Par Gabriel Cnudde, à Aubervilliers
On a testé pour vous le football gaélique

À la croisée du football et d'une myriade d'autres sports collectifs, le football gaélique est le sport le plus populaire d'Irlande et prospère rapidement en France. Physique, ludique et plutôt tactique, ce sport cousin du football a de quoi séduire. À condition bien évidemment d'avoir l'esprit assez ouvert.

Ils arrivent au compte-gouttes sur le terrain de rugby synthétique de l’ASPTT Pantin, à Fort d’Aubervilliers. Certains ont les maillots du club, d’autres non. Certains parlent français, d’autres le baragouinent. « Au Paris Gaels GAA, il y a 40% d’Irlandais pendant la saison » , explique Maël, qui a commencé le football gaélique il y a déjà trois ans. Logique : en Irlande, le football gaélique est le sport le plus suivi et le plus pratiqué, devant le football, mais surtout devant le rugby. Ici, à Paris, cela fait déjà 20 ans que le club existe et ne cesse de grandir. 40 garçons, une quinzaine de filles et deux entraînements par semaine font du Paris Gaels GAA l’un des clubs les plus importants de France. Pourtant, l’équipe n’en est pas moins accueillante. « On a beaucoup de nouveaux chaque année, et tout le monde s’y fait assez rapidement. L’ambiance est bonne, ce n’est pas trop prise de tête » , poursuit Maël, qui se veut volontairement rassurant. À l’échauffement, tout le monde en prend pour son grade dans un lexique qui semble bien éloigné de celui des petits ponts, virgules et autres. « Peut-être que tu vas réussir tes pick-up aujourd’hui ? » , lance un joueur à un autre, avant que ce dernier ne réponde : « Peut-être que tu vas faire une passe correcte aussi… » Si ce charabia est dépaysant les premières minutes, il devient tout naturel dès la fin du premier entraînement.

Toe-tap et buts en H

Les ballons volent par dizaines au-dessus des têtes, et les entraîneurs du jour ont bien du mal à réunir la joyeuse troupe pour les premiers échauffements. À quelques mètres de là, Maël prend le temps d’expliquer les règles à qui veut bien les entendre. « Au football gaélique, tu peux jouer à la main comme au pied. Le but est de remonter le terrain pour aller marquer dans les buts adverses. » Jusque-là, pas de piège. « Tu peux remonter le terrain balle à la main. Mais, tous les quatre pas, il faut faire une action de jeu. Tu as le choix entre un dribble – tu fais rebondir la balle par terre comme au basket – et le toe-tap – tu fais un petit jongle et reprend la balle à la main. » À côté, Pierre illustre les propos de Maël, revoyant par la même occasion ses basiques. « Bien sûr, tu peux faire des passes. Soit à la main – il faut boxer le ballon de ton poing pendant qu’il est dans ton autre main – soit au pied. » À peine cinq minutes d’explication et les sports s’accumulent : football, basketball, et maintenant volley ! « L’autre détail, c’est que si la balle est à terre, tu ne peux pas la ramasser directement à la main. Il faut d’abord la lever avec ton pied. C’est ce qu’on appelle un pick-up. » Les règles sont dictées, le reste de l’équipe s’impatiente, il faut désormais passer à la pratique.

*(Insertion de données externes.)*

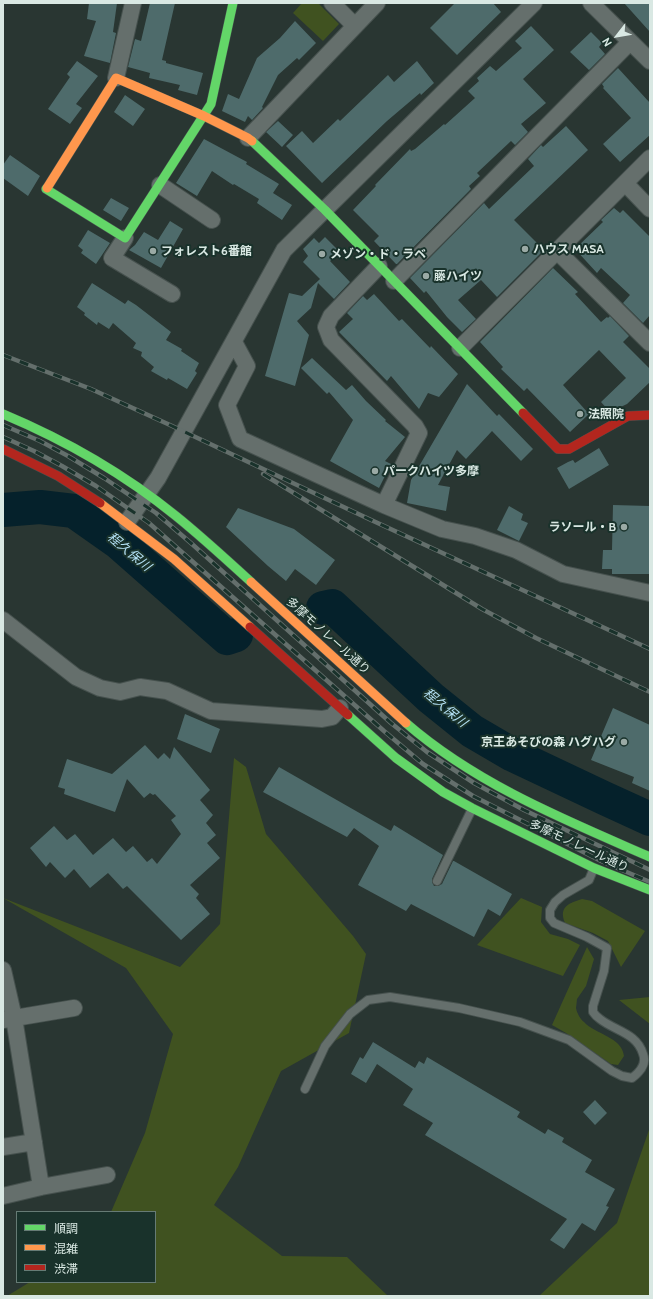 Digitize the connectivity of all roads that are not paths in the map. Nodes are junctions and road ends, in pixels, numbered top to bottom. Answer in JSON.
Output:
{"nodes":[{"id":1,"x":133,"y":3,"type":"edge"},
{"id":2,"x":233,"y":3,"type":"edge"},
{"id":3,"x":332,"y":3,"type":"edge"},
{"id":4,"x":377,"y":3,"type":"edge"},
{"id":5,"x":534,"y":3,"type":"edge"},
{"id":6,"x":591,"y":3,"type":"edge"},
{"id":7,"x":355,"y":26,"type":"junction"},
{"id":8,"x":630,"y":42,"type":"junction"},
{"id":9,"x":650,"y":61,"type":"edge"},
{"id":10,"x":116,"y":78,"type":"junction"},
{"id":11,"x":204,"y":116,"type":"junction"},
{"id":12,"x":248,"y":138,"type":"junction"},
{"id":13,"x":650,"y":158,"type":"edge"},
{"id":14,"x":625,"y":183,"type":"junction"},
{"id":15,"x":160,"y":185,"type":"junction"},
{"id":16,"x":650,"y":209,"type":"edge"},
{"id":17,"x":325,"y":210,"type":"junction"},
{"id":18,"x":212,"y":220,"type":"dead end"},
{"id":19,"x":125,"y":238,"type":"junction"},
{"id":20,"x":557,"y":251,"type":"junction"},
{"id":21,"x":379,"y":266,"type":"junction"},
{"id":22,"x":394,"y":281,"type":"junction"},
{"id":23,"x":172,"y":294,"type":"dead end"},
{"id":24,"x":234,"y":342,"type":"junction"},
{"id":25,"x":650,"y":343,"type":"edge"},
{"id":26,"x":460,"y":348,"type":"junction"},
{"id":27,"x":3,"y":414,"type":"edge"},
{"id":28,"x":650,"y":414,"type":"edge"},
{"id":29,"x":3,"y":449,"type":"edge"},
{"id":30,"x":147,"y":493,"type":"junction"},
{"id":31,"x":384,"y":505,"type":"junction"},
{"id":32,"x":127,"y":522,"type":"junction"},
{"id":33,"x":600,"y":582,"type":"junction"},
{"id":34,"x":650,"y":592,"type":"edge"},
{"id":35,"x":650,"y":604,"type":"edge"},
{"id":36,"x":3,"y":620,"type":"edge"},
{"id":37,"x":340,"y":708,"type":"junction"},
{"id":38,"x":472,"y":808,"type":"junction"},
{"id":39,"x":650,"y":857,"type":"edge"},
{"id":40,"x":594,"y":868,"type":"junction"},
{"id":41,"x":437,"y":881,"type":"dead end"},
{"id":42,"x":650,"y":890,"type":"edge"},
{"id":43,"x":3,"y":970,"type":"edge"},
{"id":44,"x":74,"y":1008,"type":"dead end"},
{"id":45,"x":9,"y":1019,"type":"edge"},
{"id":46,"x":305,"y":1089,"type":"dead end"},
{"id":47,"x":34,"y":1142,"type":"junction"},
{"id":48,"x":3,"y":1147,"type":"edge"},
{"id":49,"x":107,"y":1175,"type":"dead end"},
{"id":50,"x":40,"y":1187,"type":"junction"},
{"id":51,"x":3,"y":1196,"type":"edge"}],
"edges":[{"from":1,"to":10,"type":"street"},
{"from":2,"to":11,"type":"main road"},
{"from":3,"to":7,"type":"street"},
{"from":4,"to":7,"type":"street"},
{"from":5,"to":17,"type":"street"},
{"from":6,"to":8,"type":"street"},
{"from":7,"to":12,"type":"street"},
{"from":8,"to":9,"type":"street"},
{"from":8,"to":22,"type":"street"},
{"from":10,"to":11,"type":"main road"},
{"from":10,"to":19,"type":"main road"},
{"from":11,"to":12,"type":"main road"},
{"from":11,"to":15,"type":"main road"},
{"from":12,"to":17,"type":"main road"},
{"from":13,"to":14,"type":"street"},
{"from":14,"to":16,"type":"street"},
{"from":14,"to":20,"type":"street"},
{"from":15,"to":18,"type":"street"},
{"from":15,"to":19,"type":"main road"},
{"from":17,"to":21,"type":"main road"},
{"from":17,"to":24,"type":"street"},
{"from":19,"to":23,"type":"street"},
{"from":20,"to":25,"type":"street"},
{"from":20,"to":26,"type":"street"},
{"from":21,"to":22,"type":"main road"},
{"from":21,"to":31,"type":"street"},
{"from":22,"to":26,"type":"main road"},
{"from":24,"to":30,"type":"street"},
{"from":24,"to":31,"type":"street"},
{"from":26,"to":28,"type":"main road"},
{"from":27,"to":30,"type":"main road","name":"多摩モノレール通り"},
{"from":29,"to":32,"type":"main road","name":"多摩モノレール通り"},
{"from":30,"to":32,"type":"street"},
{"from":30,"to":39,"type":"main road","name":"多摩モノレール通り"},
{"from":31,"to":33,"type":"street"},
{"from":32,"to":37,"type":"main road","name":"多摩モノレール通り"},
{"from":33,"to":34,"type":"street"},
{"from":33,"to":35,"type":"street"},
{"from":36,"to":37,"type":"street"},
{"from":37,"to":38,"type":"main road","name":"多摩モノレール通り"},
{"from":38,"to":40,"type":"main road","name":"多摩モノレール通り"},
{"from":38,"to":41,"type":"lane"},
{"from":40,"to":42,"type":"main road","name":"多摩モノレール通り"},
{"from":40,"to":46,"type":"lane"},
{"from":43,"to":45,"type":"street"},
{"from":44,"to":45,"type":"street"},
{"from":45,"to":47,"type":"street"},
{"from":47,"to":48,"type":"street"},
{"from":47,"to":50,"type":"street"},
{"from":49,"to":50,"type":"street"},
{"from":50,"to":51,"type":"street"}]}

Le premier exercice paraît simple. Il s’agit de se faire des passes à la main, et au pied, de plus en plus en loin. Seulement voilà, on se rend vite compte de la difficulté de la chose une fois la sphère en main : le ballon, qui ressemble à s’y méprendre à un ballon de volley, est extrêmement gonflé. Et tous les lycéens s’en souviennent, mettre une manchette dans un ballon gonflé, quand on ne sait pas s’y prendre, ça fait très mal. « C’est un coup de main à prendre. Ceux qui sont là depuis longtemps n’ont plus mal du tout » , rassure Maël. Une fois la physique de la croquette appréhendée, les passes sont un peu plus simples à maîtriser. Surtout celles au pied. Forcément, quand on vient du football… Et c’est alors qu’on se sent à peu près en confiance que l’entraîneur met en place l’exercice suivant. Six colonnes de trois joueurs face à face doivent adresser des passes rapides aux joueurs qui sont deux colonnes sur leur droite. Puis sur leur gauche. Et leur droite… Objectif cohésion. Mais résultat rhume de cerveau pour les nouveaux. Les exercices s’enchaînent et très vite, plus personne ne se plaint du froid. Bien au contraire. Les poumons ont du mal à suivre la cadence, mais déjà des voix impatientes s’élèvent. « C’est quand qu’on fait un match, là ? »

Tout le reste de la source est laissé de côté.